» **What needs to be done**:
In the listing below, look for "Rylees" and copy every line that has it.

» **Given records**:
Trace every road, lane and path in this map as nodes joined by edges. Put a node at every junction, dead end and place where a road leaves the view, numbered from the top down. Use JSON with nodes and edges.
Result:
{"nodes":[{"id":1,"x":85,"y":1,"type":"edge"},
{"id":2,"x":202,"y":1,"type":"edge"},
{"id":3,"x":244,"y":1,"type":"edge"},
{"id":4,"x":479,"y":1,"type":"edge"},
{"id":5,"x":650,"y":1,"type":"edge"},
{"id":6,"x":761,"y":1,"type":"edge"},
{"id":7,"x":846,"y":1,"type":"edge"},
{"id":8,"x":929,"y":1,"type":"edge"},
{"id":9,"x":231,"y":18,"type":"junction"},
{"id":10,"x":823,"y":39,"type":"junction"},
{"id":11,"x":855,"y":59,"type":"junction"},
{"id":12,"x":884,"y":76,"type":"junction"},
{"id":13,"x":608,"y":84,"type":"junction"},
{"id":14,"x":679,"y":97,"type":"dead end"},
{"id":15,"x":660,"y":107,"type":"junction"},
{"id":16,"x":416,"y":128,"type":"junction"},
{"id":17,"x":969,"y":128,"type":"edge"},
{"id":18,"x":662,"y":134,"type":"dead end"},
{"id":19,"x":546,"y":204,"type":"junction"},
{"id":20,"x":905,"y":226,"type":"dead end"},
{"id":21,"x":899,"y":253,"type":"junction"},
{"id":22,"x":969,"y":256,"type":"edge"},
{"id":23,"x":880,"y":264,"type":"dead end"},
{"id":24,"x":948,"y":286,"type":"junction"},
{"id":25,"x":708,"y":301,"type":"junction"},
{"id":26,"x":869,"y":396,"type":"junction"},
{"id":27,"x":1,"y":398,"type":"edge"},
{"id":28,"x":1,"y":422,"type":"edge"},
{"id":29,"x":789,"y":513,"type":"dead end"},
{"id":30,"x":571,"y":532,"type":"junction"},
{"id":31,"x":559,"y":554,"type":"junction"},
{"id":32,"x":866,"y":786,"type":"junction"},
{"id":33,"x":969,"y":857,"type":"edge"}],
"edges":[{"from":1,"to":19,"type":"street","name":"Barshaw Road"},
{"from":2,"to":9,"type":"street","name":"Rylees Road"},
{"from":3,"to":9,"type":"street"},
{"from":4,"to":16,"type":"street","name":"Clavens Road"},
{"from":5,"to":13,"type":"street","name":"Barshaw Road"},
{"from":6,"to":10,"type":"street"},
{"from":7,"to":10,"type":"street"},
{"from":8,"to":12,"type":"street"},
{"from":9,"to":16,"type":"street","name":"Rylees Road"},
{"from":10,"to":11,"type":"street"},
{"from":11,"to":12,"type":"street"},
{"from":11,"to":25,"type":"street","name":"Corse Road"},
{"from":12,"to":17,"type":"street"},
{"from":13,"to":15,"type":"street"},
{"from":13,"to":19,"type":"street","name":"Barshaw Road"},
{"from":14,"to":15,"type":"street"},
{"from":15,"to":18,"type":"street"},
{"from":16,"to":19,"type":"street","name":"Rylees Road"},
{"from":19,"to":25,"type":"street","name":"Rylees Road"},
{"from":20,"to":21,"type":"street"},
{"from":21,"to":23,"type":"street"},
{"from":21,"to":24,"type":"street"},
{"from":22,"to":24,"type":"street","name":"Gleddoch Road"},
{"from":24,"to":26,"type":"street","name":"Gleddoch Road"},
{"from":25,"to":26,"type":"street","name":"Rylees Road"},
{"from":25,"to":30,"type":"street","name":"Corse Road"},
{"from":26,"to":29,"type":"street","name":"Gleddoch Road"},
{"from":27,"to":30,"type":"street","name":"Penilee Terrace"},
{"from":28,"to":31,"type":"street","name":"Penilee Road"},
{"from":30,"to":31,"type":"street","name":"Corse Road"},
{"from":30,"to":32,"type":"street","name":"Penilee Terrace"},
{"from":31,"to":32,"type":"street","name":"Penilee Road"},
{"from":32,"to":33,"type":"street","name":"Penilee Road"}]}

» **Response**:
{"from":2,"to":9,"type":"street","name":"Rylees Road"},
{"from":9,"to":16,"type":"street","name":"Rylees Road"},
{"from":16,"to":19,"type":"street","name":"Rylees Road"},
{"from":19,"to":25,"type":"street","name":"Rylees Road"},
{"from":25,"to":26,"type":"street","name":"Rylees Road"},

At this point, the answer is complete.